The Supreme Court ruled He should be returned to the custody of her biological parents. And the court’s ruling was critical of how the legal system handled the dispute, saying the Hes were mislead at several key points in the controversy.
The ruling also spotlighted the actions of the guardian ad litem in that case and how it may have influenced a court order barring the child’s natural parents from having any contact with their daughter during a crucial period in the legal proceedings.
“The guardian ad litem testified that she did not recommend visitation because ‘the status quo was that the child had not seen her biological parents in a number of months, I didn’t believe that throwing the child into something different than the status quo was necessarily in her best interest,’” reads the October 2006 ruling. “She believed that (Anna Mae He) was attached to the Bakers and considered them to be her parents, although the guardian ad litem had never seen (Anna Mae He) with her biological parents. She further stated that she had read a book about Chinese girls being placed in orphanages and consequently was concerned that the parents wanted to return to China.”

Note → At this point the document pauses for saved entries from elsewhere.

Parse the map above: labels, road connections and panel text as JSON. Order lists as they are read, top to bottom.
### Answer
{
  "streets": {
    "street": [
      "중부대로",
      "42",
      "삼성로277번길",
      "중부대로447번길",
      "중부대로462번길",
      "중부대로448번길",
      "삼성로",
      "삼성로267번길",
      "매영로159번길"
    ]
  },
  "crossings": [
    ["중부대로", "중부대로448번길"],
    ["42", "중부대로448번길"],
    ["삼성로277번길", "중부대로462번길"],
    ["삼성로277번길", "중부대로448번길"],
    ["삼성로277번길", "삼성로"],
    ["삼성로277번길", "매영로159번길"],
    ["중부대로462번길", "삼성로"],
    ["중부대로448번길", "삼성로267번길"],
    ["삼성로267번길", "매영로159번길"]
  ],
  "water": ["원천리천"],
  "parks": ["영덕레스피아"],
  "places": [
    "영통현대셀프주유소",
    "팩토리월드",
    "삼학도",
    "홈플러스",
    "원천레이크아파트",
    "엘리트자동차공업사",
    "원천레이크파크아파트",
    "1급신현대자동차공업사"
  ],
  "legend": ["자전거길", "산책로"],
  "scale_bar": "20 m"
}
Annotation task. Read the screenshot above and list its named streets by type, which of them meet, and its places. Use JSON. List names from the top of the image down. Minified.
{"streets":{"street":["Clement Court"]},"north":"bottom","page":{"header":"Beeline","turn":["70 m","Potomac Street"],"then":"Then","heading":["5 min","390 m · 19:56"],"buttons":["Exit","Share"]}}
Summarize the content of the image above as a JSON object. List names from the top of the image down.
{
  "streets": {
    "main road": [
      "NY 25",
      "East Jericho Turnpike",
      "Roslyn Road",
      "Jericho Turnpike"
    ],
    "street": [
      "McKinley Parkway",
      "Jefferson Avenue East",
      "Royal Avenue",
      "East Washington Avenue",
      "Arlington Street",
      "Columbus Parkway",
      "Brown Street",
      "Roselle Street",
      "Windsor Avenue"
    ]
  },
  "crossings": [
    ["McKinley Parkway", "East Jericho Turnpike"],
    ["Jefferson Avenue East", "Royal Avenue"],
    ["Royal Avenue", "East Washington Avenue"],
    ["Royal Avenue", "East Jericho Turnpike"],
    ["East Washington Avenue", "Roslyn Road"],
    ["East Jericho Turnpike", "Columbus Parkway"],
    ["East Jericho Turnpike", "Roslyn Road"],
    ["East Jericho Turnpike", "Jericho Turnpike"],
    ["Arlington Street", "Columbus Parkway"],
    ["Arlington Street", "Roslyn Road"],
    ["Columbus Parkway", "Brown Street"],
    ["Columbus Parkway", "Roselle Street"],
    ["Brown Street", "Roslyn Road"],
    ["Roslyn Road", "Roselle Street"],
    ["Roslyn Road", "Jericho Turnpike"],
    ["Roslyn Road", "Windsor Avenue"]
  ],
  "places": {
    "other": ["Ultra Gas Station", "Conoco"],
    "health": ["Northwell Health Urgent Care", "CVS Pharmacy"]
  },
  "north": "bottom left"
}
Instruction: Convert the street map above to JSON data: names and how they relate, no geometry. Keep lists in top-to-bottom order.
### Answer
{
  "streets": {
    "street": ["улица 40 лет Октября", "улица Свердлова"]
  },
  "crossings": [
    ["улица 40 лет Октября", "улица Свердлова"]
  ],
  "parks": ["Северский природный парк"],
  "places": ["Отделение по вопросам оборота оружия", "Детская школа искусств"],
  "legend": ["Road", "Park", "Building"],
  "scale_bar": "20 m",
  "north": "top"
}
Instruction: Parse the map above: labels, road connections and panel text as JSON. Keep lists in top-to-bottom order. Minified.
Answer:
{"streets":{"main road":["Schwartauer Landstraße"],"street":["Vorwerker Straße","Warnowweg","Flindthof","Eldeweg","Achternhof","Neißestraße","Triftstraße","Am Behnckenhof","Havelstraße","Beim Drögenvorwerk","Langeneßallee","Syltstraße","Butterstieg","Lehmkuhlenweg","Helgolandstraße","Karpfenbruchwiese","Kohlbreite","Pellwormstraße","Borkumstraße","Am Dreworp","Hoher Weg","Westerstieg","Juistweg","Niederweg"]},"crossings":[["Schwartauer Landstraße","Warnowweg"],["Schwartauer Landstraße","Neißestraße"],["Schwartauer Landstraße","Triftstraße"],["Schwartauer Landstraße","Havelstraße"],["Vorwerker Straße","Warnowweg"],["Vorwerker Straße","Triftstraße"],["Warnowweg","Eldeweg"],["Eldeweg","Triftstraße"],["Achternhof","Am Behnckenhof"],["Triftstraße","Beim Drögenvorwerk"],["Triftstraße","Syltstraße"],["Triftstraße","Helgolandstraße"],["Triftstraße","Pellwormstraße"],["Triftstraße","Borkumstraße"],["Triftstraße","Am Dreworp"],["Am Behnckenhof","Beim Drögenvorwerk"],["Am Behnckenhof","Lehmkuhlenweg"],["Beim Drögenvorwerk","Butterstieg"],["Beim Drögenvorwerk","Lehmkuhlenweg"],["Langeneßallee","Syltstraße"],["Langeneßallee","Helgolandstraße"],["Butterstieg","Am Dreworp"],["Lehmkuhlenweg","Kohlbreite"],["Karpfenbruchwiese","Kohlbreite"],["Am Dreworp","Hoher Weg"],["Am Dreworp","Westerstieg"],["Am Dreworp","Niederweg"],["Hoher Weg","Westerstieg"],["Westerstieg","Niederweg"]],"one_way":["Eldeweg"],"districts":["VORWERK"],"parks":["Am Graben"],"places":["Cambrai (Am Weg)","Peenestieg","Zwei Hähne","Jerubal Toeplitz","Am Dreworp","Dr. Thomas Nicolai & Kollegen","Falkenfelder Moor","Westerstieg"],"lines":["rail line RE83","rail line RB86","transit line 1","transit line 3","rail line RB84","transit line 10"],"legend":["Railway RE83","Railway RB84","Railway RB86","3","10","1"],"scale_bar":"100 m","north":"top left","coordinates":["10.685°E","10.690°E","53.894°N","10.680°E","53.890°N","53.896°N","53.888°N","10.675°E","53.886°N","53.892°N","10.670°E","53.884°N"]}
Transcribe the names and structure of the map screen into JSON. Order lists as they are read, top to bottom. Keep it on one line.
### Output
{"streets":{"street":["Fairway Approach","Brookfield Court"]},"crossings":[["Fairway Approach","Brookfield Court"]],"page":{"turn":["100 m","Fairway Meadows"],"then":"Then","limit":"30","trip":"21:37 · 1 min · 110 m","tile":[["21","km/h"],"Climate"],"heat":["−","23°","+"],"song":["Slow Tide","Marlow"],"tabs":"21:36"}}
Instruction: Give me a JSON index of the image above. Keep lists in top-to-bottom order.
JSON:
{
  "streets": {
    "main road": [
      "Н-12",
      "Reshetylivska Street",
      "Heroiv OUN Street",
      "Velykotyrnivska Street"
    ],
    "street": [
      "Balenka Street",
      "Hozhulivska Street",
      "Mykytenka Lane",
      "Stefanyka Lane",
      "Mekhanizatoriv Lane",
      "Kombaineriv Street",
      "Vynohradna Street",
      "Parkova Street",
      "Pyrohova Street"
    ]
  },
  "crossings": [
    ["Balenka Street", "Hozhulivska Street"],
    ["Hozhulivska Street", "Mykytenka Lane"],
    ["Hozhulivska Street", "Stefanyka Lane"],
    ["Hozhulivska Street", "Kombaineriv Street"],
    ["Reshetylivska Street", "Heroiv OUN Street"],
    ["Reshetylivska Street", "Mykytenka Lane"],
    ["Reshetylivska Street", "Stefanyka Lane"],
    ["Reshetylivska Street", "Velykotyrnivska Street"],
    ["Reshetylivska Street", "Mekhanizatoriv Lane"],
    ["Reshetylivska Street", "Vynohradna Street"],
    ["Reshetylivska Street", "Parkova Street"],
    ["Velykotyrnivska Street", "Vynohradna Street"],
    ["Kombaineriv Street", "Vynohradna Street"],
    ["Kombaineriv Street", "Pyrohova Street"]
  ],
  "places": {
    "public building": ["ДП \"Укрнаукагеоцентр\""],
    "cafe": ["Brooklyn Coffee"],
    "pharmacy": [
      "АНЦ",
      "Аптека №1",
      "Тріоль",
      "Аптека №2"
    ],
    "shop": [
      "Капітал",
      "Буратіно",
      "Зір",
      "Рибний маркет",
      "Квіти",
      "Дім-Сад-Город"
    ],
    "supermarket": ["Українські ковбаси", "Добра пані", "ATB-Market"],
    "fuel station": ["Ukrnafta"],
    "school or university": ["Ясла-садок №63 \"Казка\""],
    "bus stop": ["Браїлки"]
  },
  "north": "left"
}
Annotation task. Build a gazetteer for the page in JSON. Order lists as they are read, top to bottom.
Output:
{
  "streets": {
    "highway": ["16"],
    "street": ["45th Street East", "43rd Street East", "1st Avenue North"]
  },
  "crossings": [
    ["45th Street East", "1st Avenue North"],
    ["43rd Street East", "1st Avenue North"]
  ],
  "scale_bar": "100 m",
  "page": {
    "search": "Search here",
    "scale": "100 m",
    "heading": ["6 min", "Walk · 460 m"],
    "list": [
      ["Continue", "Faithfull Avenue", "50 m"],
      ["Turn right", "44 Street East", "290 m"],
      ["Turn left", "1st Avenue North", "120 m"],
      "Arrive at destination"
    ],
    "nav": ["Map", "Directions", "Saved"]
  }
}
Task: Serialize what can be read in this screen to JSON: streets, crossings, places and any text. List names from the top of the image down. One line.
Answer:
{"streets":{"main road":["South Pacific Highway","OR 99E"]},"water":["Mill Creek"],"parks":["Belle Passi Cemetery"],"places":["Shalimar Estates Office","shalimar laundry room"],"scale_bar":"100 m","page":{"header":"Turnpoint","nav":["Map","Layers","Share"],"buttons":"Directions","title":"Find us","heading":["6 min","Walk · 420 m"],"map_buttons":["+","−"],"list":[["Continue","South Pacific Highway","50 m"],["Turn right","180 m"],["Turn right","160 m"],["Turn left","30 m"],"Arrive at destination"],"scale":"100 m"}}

It was on a motion from the guardian ad litem that the Hes were ordered to surrender the child’s passport. The Hes were also ordered to pay $15,000 in fees to the guardian ad litem and pay for the cost of a DNA test and psychological evaluations of the child, as well as both sets of parents recommended by the guardian ad litem.
Rule 40A includes elements from a proposal made by the TBA last year.
Lewis said a TBA Task Force encountered some of the same problems that DeBerry’s committee heard testimony about.
“One thing that we found in studying this was that the use of guardian ad litems varied dramatically from one part of Tennessee to another,” Lewis said. “We hope that one of the good things that come from this rule will be a more uniform approach to the appointment of guardian ad litems and a little more guidance to the bench and the bar on how they are to be used.”
Memphis judges tended to appoint GALs more than judges in other parts of the state. But Lewis said there were other parts of the state where judges included GALs with about the same frequency as Memphis judges.
“One thing that we learned in the process is just how diverse the process was from one part of Tennessee to another,” Lewis said.